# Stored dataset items
BEGIN
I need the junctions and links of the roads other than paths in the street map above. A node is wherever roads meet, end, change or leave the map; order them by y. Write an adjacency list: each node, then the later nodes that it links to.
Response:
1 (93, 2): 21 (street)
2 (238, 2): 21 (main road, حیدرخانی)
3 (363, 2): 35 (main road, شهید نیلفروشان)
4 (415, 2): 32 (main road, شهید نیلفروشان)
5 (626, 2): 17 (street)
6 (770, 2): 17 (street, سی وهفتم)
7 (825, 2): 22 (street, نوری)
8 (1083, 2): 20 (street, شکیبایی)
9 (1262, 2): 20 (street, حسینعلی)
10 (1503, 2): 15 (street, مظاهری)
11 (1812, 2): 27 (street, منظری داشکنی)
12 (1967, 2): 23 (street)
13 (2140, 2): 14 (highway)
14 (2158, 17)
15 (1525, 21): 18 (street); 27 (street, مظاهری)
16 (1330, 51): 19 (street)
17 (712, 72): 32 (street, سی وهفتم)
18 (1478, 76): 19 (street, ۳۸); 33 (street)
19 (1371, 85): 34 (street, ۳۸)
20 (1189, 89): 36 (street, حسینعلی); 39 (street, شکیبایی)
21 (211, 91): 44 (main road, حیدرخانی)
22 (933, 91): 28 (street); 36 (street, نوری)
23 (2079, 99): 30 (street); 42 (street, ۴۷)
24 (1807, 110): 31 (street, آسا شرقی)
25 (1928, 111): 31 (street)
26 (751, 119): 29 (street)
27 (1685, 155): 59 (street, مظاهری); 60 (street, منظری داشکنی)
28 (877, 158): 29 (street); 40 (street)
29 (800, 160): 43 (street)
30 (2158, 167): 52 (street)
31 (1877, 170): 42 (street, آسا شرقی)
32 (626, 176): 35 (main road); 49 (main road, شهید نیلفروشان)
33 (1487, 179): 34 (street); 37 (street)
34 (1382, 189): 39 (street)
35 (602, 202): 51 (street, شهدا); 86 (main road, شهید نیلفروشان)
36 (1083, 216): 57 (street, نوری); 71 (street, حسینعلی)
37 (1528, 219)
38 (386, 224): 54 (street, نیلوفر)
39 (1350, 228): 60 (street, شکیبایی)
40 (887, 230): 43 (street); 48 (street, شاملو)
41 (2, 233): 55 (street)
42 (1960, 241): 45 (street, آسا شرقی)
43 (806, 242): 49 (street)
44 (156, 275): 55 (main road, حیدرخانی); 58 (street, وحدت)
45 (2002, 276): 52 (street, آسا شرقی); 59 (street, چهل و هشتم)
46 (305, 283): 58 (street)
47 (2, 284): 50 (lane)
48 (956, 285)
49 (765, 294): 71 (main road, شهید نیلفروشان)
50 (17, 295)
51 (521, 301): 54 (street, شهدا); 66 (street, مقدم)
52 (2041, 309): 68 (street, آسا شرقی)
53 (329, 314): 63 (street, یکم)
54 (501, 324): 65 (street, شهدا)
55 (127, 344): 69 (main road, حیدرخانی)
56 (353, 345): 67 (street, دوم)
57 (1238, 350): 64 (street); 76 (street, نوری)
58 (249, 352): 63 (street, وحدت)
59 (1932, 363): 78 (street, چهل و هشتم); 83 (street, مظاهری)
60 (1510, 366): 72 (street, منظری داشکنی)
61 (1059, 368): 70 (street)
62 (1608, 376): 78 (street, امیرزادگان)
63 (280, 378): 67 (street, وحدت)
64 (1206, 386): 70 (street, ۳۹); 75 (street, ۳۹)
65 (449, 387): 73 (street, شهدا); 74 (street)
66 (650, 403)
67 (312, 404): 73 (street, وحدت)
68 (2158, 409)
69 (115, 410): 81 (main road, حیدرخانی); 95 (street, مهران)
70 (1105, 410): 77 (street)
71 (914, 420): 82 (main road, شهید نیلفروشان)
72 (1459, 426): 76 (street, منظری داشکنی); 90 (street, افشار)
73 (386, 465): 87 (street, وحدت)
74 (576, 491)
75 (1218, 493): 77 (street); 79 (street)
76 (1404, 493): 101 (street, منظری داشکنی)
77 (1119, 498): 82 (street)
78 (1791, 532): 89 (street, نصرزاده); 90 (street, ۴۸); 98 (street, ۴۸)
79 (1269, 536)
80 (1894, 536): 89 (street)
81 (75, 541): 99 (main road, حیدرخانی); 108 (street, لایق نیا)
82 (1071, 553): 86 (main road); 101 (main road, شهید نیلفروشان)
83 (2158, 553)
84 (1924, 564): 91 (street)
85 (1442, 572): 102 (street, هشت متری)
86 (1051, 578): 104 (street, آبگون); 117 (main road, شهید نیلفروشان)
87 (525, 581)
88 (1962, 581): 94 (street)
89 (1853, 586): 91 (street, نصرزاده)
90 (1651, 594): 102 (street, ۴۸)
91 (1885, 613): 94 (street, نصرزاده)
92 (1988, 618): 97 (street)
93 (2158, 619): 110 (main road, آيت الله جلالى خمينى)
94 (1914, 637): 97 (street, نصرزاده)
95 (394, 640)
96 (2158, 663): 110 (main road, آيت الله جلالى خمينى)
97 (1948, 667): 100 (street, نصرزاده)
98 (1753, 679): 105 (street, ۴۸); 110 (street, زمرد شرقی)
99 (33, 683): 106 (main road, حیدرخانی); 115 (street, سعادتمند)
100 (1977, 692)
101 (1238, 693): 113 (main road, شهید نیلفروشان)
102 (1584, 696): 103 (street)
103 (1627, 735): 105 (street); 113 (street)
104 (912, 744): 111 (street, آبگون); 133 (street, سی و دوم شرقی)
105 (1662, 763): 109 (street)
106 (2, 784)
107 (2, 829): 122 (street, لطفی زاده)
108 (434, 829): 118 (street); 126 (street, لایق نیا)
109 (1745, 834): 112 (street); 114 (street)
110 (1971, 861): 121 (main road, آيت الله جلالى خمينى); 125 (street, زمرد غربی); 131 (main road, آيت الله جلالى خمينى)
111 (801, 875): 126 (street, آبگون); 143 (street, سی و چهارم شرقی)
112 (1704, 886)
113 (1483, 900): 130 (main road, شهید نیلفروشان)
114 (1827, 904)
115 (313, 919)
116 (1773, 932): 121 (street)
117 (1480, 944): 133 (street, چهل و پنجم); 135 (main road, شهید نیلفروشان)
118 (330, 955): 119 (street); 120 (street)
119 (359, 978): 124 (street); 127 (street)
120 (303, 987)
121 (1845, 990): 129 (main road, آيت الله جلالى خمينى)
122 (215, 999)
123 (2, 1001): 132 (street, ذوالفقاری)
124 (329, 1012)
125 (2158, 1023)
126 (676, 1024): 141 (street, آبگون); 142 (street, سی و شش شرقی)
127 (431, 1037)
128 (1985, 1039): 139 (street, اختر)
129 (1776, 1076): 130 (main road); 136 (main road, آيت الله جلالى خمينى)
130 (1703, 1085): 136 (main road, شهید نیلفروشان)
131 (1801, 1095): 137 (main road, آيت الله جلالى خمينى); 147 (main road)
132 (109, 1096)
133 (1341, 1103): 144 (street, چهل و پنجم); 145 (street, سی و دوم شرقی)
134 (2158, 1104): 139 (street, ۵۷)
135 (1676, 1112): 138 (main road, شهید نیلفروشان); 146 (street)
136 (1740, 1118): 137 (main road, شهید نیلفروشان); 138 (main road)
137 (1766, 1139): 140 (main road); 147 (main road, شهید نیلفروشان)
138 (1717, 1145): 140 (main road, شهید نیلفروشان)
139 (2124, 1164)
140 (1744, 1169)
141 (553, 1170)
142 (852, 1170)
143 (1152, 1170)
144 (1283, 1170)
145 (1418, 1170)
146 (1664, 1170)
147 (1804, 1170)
END
# Exercise prompt
Which lines above hold the word "منظری"? Copy each of them.

# Answer to the exercise
11 (1812, 2): 27 (street, منظری داشکنی)
27 (1685, 155): 59 (street, مظاهری); 60 (street, منظری داشکنی)
60 (1510, 366): 72 (street, منظری داشکنی)
72 (1459, 426): 76 (street, منظری داشکنی); 90 (street, افشار)
76 (1404, 493): 101 (street, منظری داشکنی)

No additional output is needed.